Sommer C, Häuser W, Burgmer M, Engelhardt R, Gerhold K, Petzke F, Schmidt-Wilcke T, Späth M, Tölle T, Uçeyler N, Wang H, Winkelmann A, Thieme K
Neurologische Klinik, Universitätsklinikum Würzburg, Josef-Schneider-Str. 11, 97080, Würzburg, Deutschland.
Schmerz. 2012 Jun;26(3):259-67. doi: 10.1007/s00482-012-1174-0.
The scheduled update to the German S3 guidelines on fibromyalgia syndrome (FMS) by the Association of the Scientific Medical Societies ("Arbeitsgemeinschaft der Wissenschaftlichen Medizinischen Fachgesellschaften", AWMF; registration number 041/004) was planned starting in March 2011.

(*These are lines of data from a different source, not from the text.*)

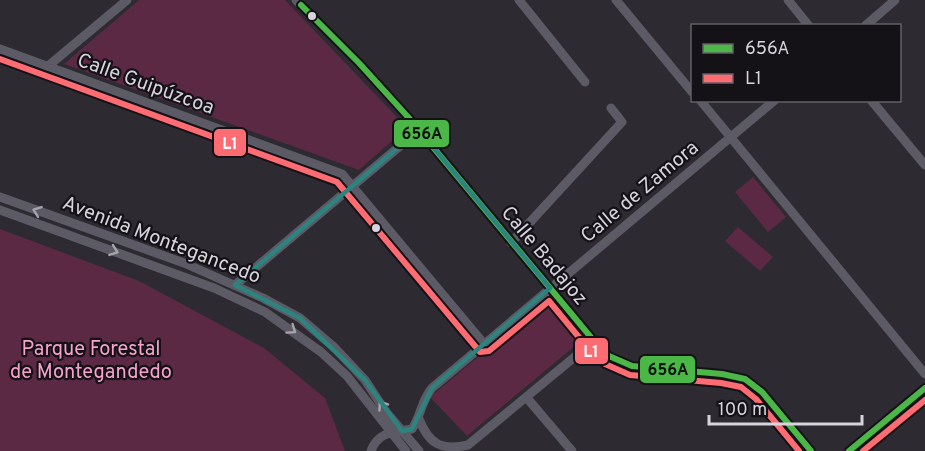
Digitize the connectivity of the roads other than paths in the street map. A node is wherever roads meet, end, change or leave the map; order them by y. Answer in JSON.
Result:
{"nodes":[{"id":1,"x":127,"y":0,"type":"edge"},
{"id":2,"x":519,"y":0,"type":"edge"},
{"id":3,"x":616,"y":0,"type":"edge"},
{"id":4,"x":788,"y":0,"type":"edge"},
{"id":5,"x":895,"y":0,"type":"edge"},
{"id":6,"x":301,"y":2,"type":"edge"},
{"id":7,"x":807,"y":24,"type":"edge"},
{"id":8,"x":867,"y":24,"type":"edge"},
{"id":9,"x":0,"y":49,"type":"edge"},
{"id":10,"x":47,"y":67,"type":"junction"},
{"id":11,"x":585,"y":82,"type":"dead end"},
{"id":12,"x":691,"y":90,"type":"edge"},
{"id":13,"x":702,"y":102,"type":"edge"},
{"id":14,"x":773,"y":102,"type":"edge"},
{"id":15,"x":873,"y":102,"type":"edge"},
{"id":16,"x":611,"y":108,"type":"dead end"},
{"id":17,"x":419,"y":130,"type":"junction"},
{"id":18,"x":731,"y":138,"type":"junction"},
{"id":19,"x":925,"y":165,"type":"edge"},
{"id":20,"x":352,"y":187,"type":"junction"},
{"id":21,"x":0,"y":197,"type":"edge"},
{"id":22,"x":0,"y":210,"type":"edge"},
{"id":23,"x":511,"y":243,"type":"junction"},
{"id":24,"x":235,"y":285,"type":"junction"},
{"id":25,"x":550,"y":288,"type":"junction"},
{"id":26,"x":594,"y":341,"type":"junction"},
{"id":27,"x":484,"y":344,"type":"junction"},
{"id":28,"x":925,"y":375,"type":"edge"},
{"id":29,"x":925,"y":388,"type":"edge"},
{"id":30,"x":527,"y":398,"type":"junction"},
{"id":31,"x":419,"y":418,"type":"junction"},
{"id":32,"x":402,"y":431,"type":"junction"},
{"id":33,"x":389,"y":432,"type":"junction"},
{"id":34,"x":444,"y":450,"type":"edge"},
{"id":35,"x":371,"y":451,"type":"edge"},
{"id":36,"x":406,"y":451,"type":"edge"},
{"id":37,"x":419,"y":451,"type":"edge"},
{"id":38,"x":572,"y":451,"type":"edge"},
{"id":39,"x":811,"y":451,"type":"edge"},
{"id":40,"x":849,"y":451,"type":"edge"}],
"edges":[{"from":1,"to":10,"type":"street"},
{"from":2,"to":11,"type":"street"},
{"from":3,"to":12,"type":"street"},
{"from":4,"to":7,"type":"street"},
{"from":5,"to":8,"type":"street"},
{"from":6,"to":17,"type":"street","name":"Calle Badajoz"},
{"from":9,"to":10,"type":"street","name":"Calle Guipúzcoa"},
{"from":10,"to":20,"type":"street","name":"Calle Guipúzcoa"},
{"from":13,"to":18,"type":"street"},
{"from":14,"to":18,"type":"street","name":"Calle de Zamora"},
{"from":15,"to":19,"type":"street"},
{"from":16,"to":23,"type":"street"},
{"from":17,"to":20,"type":"street"},
{"from":17,"to":23,"type":"street","name":"Calle Badajoz"},
{"from":18,"to":25,"type":"street","name":"Calle de Zamora"},
{"from":18,"to":28,"type":"street"},
{"from":20,"to":24,"type":"street"},
{"from":20,"to":27,"type":"street","name":"Calle Guipúzcoa"},
{"from":24,"to":21,"type":"street","name":"Avenida Montegancedo","one_way":true},
{"from":22,"to":33,"type":"street","name":"Avenida Montegancedo","one_way":true},
{"from":23,"to":25,"type":"street","name":"Calle Badajoz"},
{"from":32,"to":24,"type":"street","name":"Avenida Montegancedo","one_way":true},
{"from":25,"to":26,"type":"street","name":"Calle Badajoz"},
{"from":25,"to":27,"type":"street","name":"Calle de Zamora"},
{"from":26,"to":30,"type":"street"},
{"from":26,"to":39,"type":"street","name":"Calle Badajoz"},
{"from":27,"to":31,"type":"street","name":"Calle de Zamora"},
{"from":29,"to":40,"type":"street"},
{"from":30,"to":34,"type":"street"},
{"from":30,"to":38,"type":"street"},
{"from":31,"to":32,"type":"street"},
{"from":31,"to":34,"type":"street"},
{"from":32,"to":33,"type":"street"},
{"from":32,"to":37,"type":"street","name":"Avenida Montegancedo"},
{"from":33,"to":35,"type":"street"},
{"from":33,"to":36,"type":"street","name":"Avenida Montegancedo"}]}
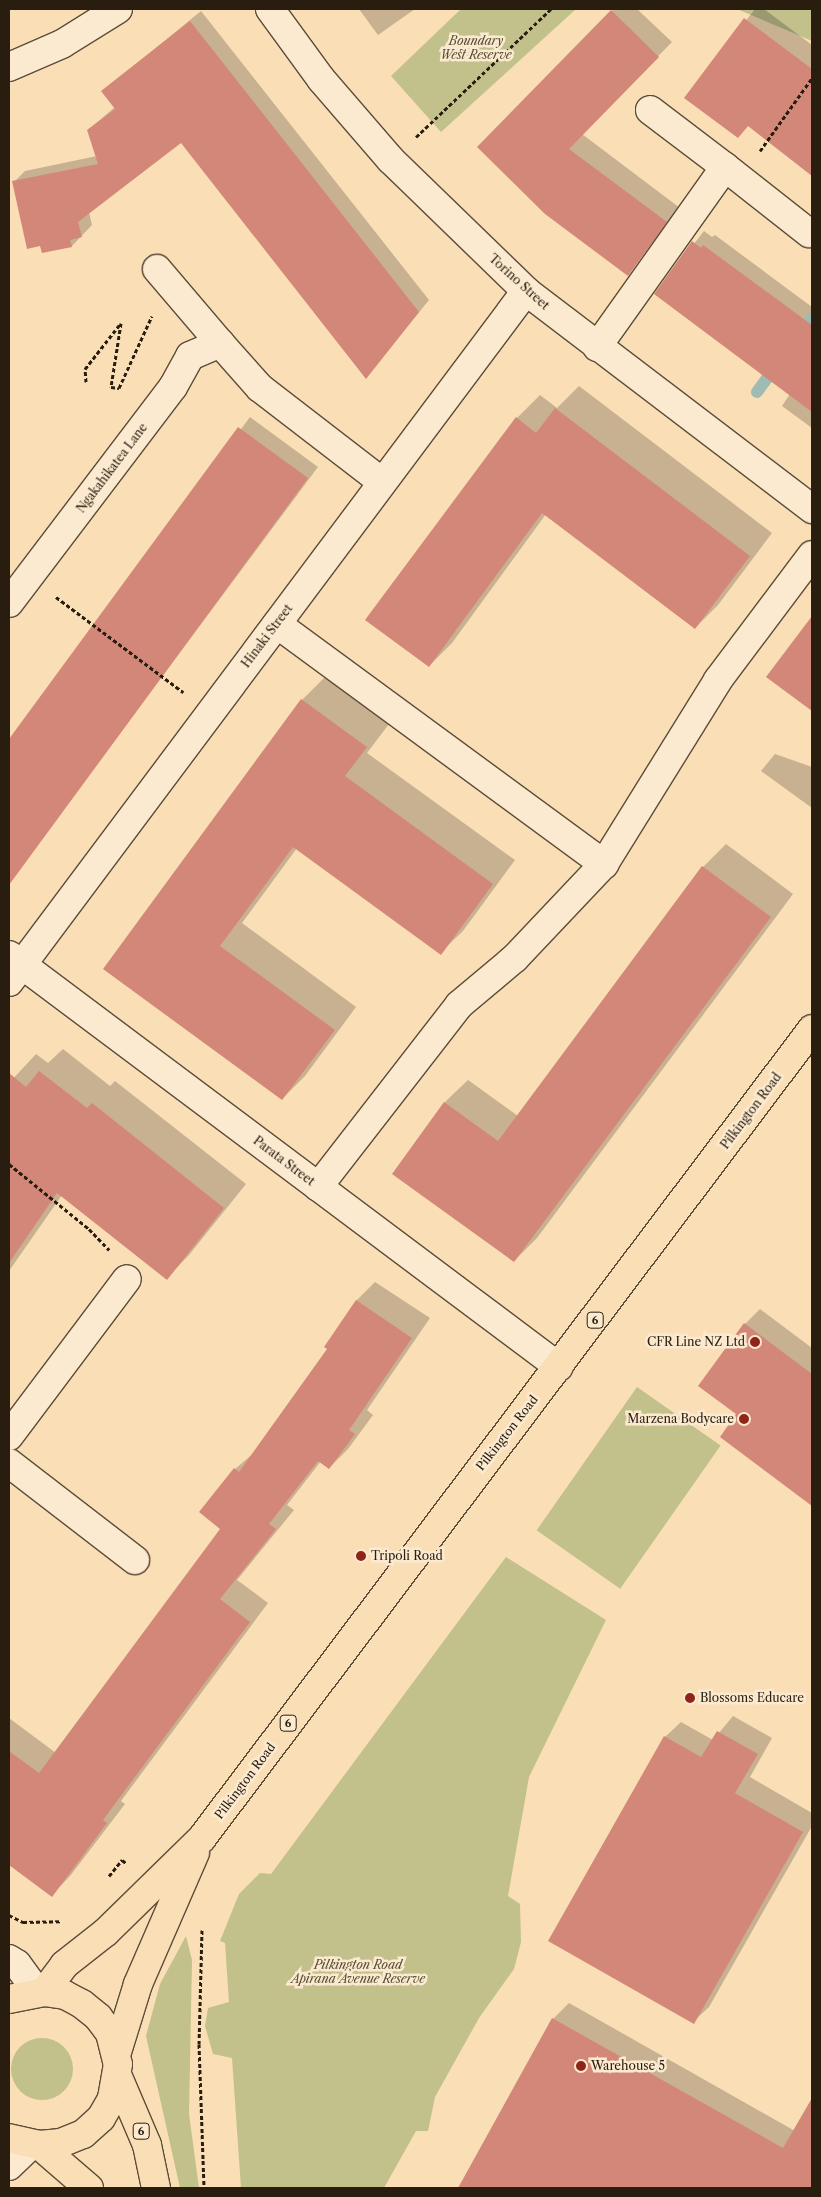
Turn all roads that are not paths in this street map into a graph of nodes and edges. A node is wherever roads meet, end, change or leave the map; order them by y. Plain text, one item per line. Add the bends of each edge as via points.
1 (118, 9) edge
2 (270, 9) edge
3 (9, 67) edge
4 (650, 110) dead end
5 (724, 168) junction
6 (810, 233) dead end
7 (156, 268) dead end
8 (526, 291) junction
9 (220, 343) junction
10 (596, 347) junction
11 (382, 482) junction
12 (812, 509) edge
13 (812, 555) edge
14 (9, 603) edge
15 (277, 624) junction
16 (604, 864) junction
17 (13, 967) edge
18 (812, 1030) edge
19 (318, 1187) junction
20 (121, 1267) road end
21 (559, 1367) junction
22 (9, 1436) edge
23 (9, 1463) edge
24 (135, 1560) dead end
25 (202, 1838) junction
26 (9, 1958) edge
27 (41, 1992) junction
28 (9, 1999) edge
29 (117, 2064) junction
30 (26, 2143) edge
31 (9, 2166) edge
32 (90, 2188) edge
33 (156, 2188) edge

1 - 3 street via 62,44
2 - 8 street, Torino Street via 306,59 391,160
4 - 5 street
5 - 6 street
5 - 10 street
7 - 9 street
8 - 10 street, Torino Street
8 - 11 street, Hinaki Street
9 - 11 street via 260,388
9 - 14 street, Ngakahikatea Lane via 190,356 174,387
10 - 12 street, Torino Street
11 - 15 street, Hinaki Street
13 - 16 street via 718,680
15 - 16 street
15 - 17 street, Hinaki Street
16 - 19 street via 515,958 459,1005
17 - 19 street, Parata Street
18 - 21 main road, Pilkington Road / 6
19 - 21 street, Parata Street
20 - 22 street
21 - 25 main road, Pilkington Road / 6
23 - 24 street
25 - 27 main road, Pilkington Road / 6 via 106,1932 64,1965
25 - 29 main road, Pilkington Road / 6 via 138,1984
26 - 27 street
27 - 28 main road, 6
27 - 29 main road, 6 via 65,1995 98,2017
29 - 30 main road, 6 via 112,2099 100,2118 83,2134 61,2143
29 - 33 main road, 6 via 147,2146
30 - 31 street
30 - 32 main road

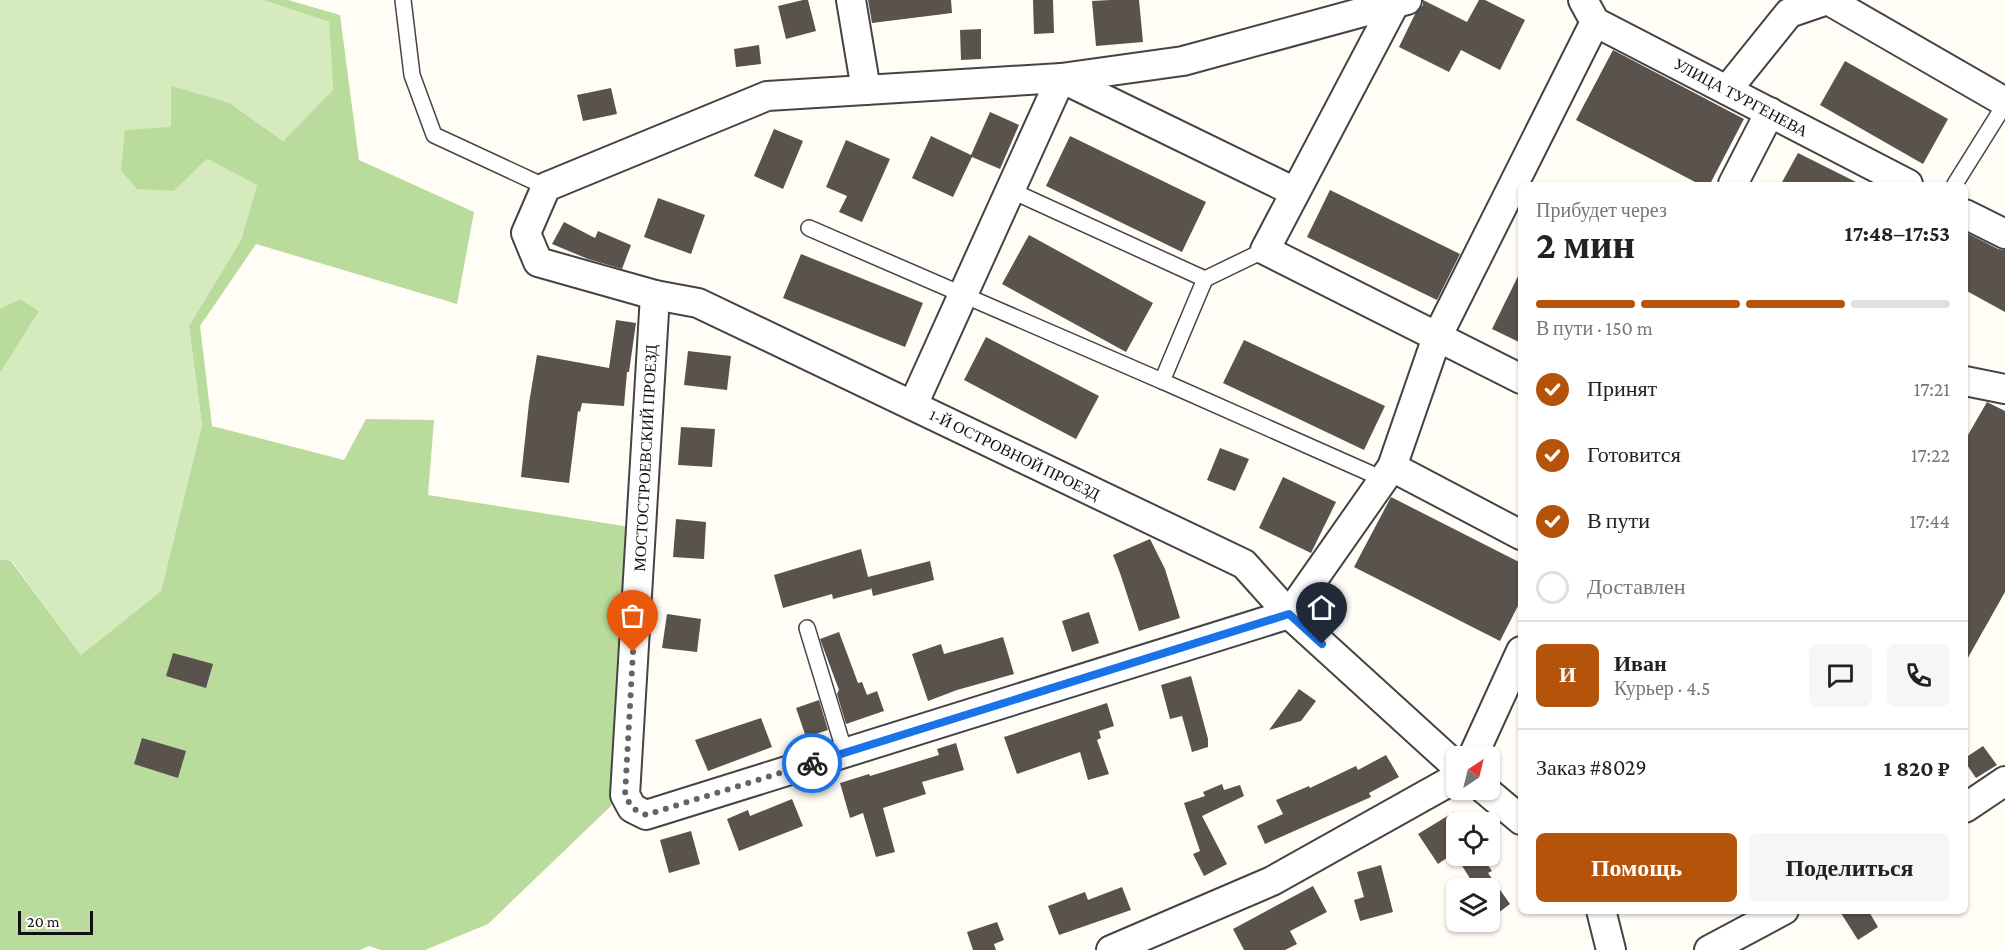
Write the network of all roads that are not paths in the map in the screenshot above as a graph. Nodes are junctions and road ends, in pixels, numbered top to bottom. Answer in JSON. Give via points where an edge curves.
{"nodes":[{"id":1,"x":403,"y":0,"type":"edge"},
{"id":2,"x":851,"y":0,"type":"edge"},
{"id":3,"x":1827,"y":0,"type":"edge"},
{"id":4,"x":1397,"y":2,"type":"edge"},
{"id":5,"x":1589,"y":11,"type":"edge"},
{"id":6,"x":1061,"y":78,"type":"junction"},
{"id":7,"x":866,"y":90,"type":"junction"},
{"id":8,"x":1727,"y":90,"type":"junction"},
{"id":9,"x":2005,"y":103,"type":"edge"},
{"id":10,"x":1770,"y":112,"type":"junction"},
{"id":11,"x":1734,"y":182,"type":"edge"},
{"id":12,"x":1904,"y":182,"type":"edge"},
{"id":13,"x":1956,"y":182,"type":"edge"},
{"id":14,"x":546,"y":187,"type":"junction"},
{"id":15,"x":1010,"y":190,"type":"junction"},
{"id":16,"x":1295,"y":192,"type":"junction"},
{"id":17,"x":1968,"y":216,"type":"edge"},
{"id":18,"x":809,"y":228,"type":"dead end"},
{"id":19,"x":2005,"y":234,"type":"edge"},
{"id":20,"x":1265,"y":250,"type":"junction"},
{"id":21,"x":1205,"y":279,"type":"junction"},
{"id":22,"x":962,"y":294,"type":"junction"},
{"id":23,"x":655,"y":295,"type":"junction"},
{"id":24,"x":1437,"y":337,"type":"junction"},
{"id":25,"x":1518,"y":378,"type":"edge"},
{"id":26,"x":1162,"y":381,"type":"junction"},
{"id":27,"x":1968,"y":382,"type":"edge"},
{"id":28,"x":2005,"y":389,"type":"edge"},
{"id":29,"x":913,"y":405,"type":"junction"},
{"id":30,"x":1387,"y":473,"type":"junction"},
{"id":31,"x":1518,"y":534,"type":"edge"},
{"id":32,"x":1289,"y":614,"type":"junction"},
{"id":33,"x":807,"y":628,"type":"dead end"},
{"id":34,"x":1518,"y":658,"type":"edge"},
{"id":35,"x":1478,"y":746,"type":"edge"},
{"id":36,"x":845,"y":753,"type":"junction"},
{"id":37,"x":1446,"y":757,"type":"edge"},
{"id":38,"x":2005,"y":781,"type":"edge"},
{"id":39,"x":1446,"y":784,"type":"edge"},
{"id":40,"x":1497,"y":800,"type":"edge"},
{"id":41,"x":1968,"y":806,"type":"edge"},
{"id":42,"x":1518,"y":817,"type":"edge"},
{"id":43,"x":1602,"y":914,"type":"edge"},
{"id":44,"x":1776,"y":914,"type":"edge"},
{"id":45,"x":1111,"y":950,"type":"edge"},
{"id":46,"x":1611,"y":950,"type":"edge"},
{"id":47,"x":1709,"y":950,"type":"edge"}],
"edges":[{"from":1,"to":14,"type":"lane","via":[[412,75],[434,135]]},
{"from":2,"to":7,"type":"street"},
{"from":3,"to":8,"type":"street","via":[[1789,13]]},
{"from":3,"to":9,"type":"street"},
{"from":4,"to":6,"type":"street","via":[[1183,61]]},
{"from":4,"to":16,"type":"street"},
{"from":5,"to":8,"type":"street","name":"УЛИЦА ТУРГЕНЕВА"},
{"from":5,"to":24,"type":"street"},
{"from":6,"to":7,"type":"street"},
{"from":6,"to":15,"type":"street"},
{"from":6,"to":16,"type":"street"},
{"from":7,"to":14,"type":"street","via":[[766,96]]},
{"from":8,"to":10,"type":"street","name":"УЛИЦА ТУРГЕНЕВА"},
{"from":9,"to":13,"type":"lane"},
{"from":10,"to":11,"type":"street"},
{"from":10,"to":12,"type":"street","name":"УЛИЦА ТУРГЕНЕВА"},
{"from":14,"to":23,"type":"street","name":"1-Й ОСТРОВНОЙ ПРОЕЗД","via":[[526,233],[538,262]]},
{"from":15,"to":21,"type":"lane"},
{"from":15,"to":22,"type":"street"},
{"from":16,"to":20,"type":"street"},
{"from":17,"to":19,"type":"street"},
{"from":18,"to":22,"type":"lane"},
{"from":20,"to":21,"type":"lane"},
{"from":20,"to":24,"type":"street"},
{"from":21,"to":26,"type":"lane"},
{"from":22,"to":26,"type":"lane"},
{"from":22,"to":29,"type":"street"},
{"from":23,"to":29,"type":"street","name":"1-Й ОСТРОВНОЙ ПРОЕЗД","via":[[698,303]]},
{"from":23,"to":36,"type":"street","name":"МОСТОСТРОЕВСКИЙ ПРОЕЗД","via":[[625,795],[632,808],[646,815]]},
{"from":24,"to":25,"type":"street"},
{"from":24,"to":30,"type":"street"},
{"from":26,"to":30,"type":"lane"},
{"from":27,"to":28,"type":"street"},
{"from":29,"to":32,"type":"street","name":"1-Й ОСТРОВНОЙ ПРОЕЗД","via":[[1244,564]]},
{"from":30,"to":31,"type":"street"},
{"from":30,"to":32,"type":"street"},
{"from":32,"to":36,"type":"street","name":"МОСТОСТРОЕВСКИЙ ПРОЕЗД"},
{"from":32,"to":37,"type":"street","name":"1-Й ОСТРОВНОЙ ПРОЕЗД"},
{"from":33,"to":36,"type":"lane"},
{"from":34,"to":35,"type":"street"},
{"from":38,"to":41,"type":"street"},
{"from":39,"to":45,"type":"street","via":[[1272,881]]},
{"from":40,"to":42,"type":"street"},
{"from":43,"to":46,"type":"street"},
{"from":44,"to":47,"type":"street"}]}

The development of the guidelines was coordinated by the German Interdisciplinary Association for Pain Therapy ("Deutsche Interdisziplinären Vereinigung für Schmerztherapie", DIVS), 9 scientific medical societies and 2 patient self-help organizations. Eight working groups with a total of 50 members were evenly balanced in terms of gender, medical field, potential conflicts of interest and hierarchical position in the medical and scientific fields. Literature searches were performed using the Medline, PsycInfo, Scopus and Cochrane Library databases (until December 2010). The grading of the strength of the evidence followed the scheme of the Oxford Centre for Evidence-Based Medicine.
Current data do not identify distinct etiologic or pathophysiological factors mediating development of FMS. The development of FMS is associated with inflammatory rheumatic diseases (EL2b), with gene polymorphisms of the 5-hydroxytryptamine (HT)(2) receptor (EL3a), lifestyle factors (smoking, obesity, lack of physical activity; EL2b), physical and sexual abuse in childhood and adulthood (EL3a).
FMS is most likely the result of various pathogenetic factors and pathophysiological mechanisms. The English full-text version of this article is available at SpringerLink (under "Supplemental").
德国科学医学协会联合会(“Arbeitsgemeinschaft der Wissenschaftlichen Medizinischen Fachgesellschaften”,AWMF;注册号041/004)计划于2011年3月开始对德国纤维肌痛综合征(FMS)的S3指南进行定期更新。
该指南的制定由德国疼痛治疗跨学科协会(“Deutsche Interdisziplinären Vereinigung für Schmerztherapie”,DIVS)、9个科学医学协会和2个患者自助组织协调。8个工作组共有50名成员,在性别、医学领域、潜在利益冲突以及医学和科学领域的层级地位方面实现了均衡。使用Medline、PsycInfo、Scopus和Cochrane图书馆数据库(截至2010年12月)进行文献检索。证据强度分级遵循牛津循证医学中心的方案。
目前的数据尚未确定介导FMS发生发展的独特病因或病理生理因素。FMS的发生与炎性风湿性疾病(EL2b)、5-羟色胺(HT)(2)受体的基因多态性(EL3a)、生活方式因素(吸烟、肥胖缺乏体育活动;EL2b)、儿童期和成年期的身体和性虐待(EL3a)有关。
FMS很可能是多种致病因素和病理生理机制共同作用的结果。本文的英文全文版本可在SpringerLink(“补充材料”下)获取。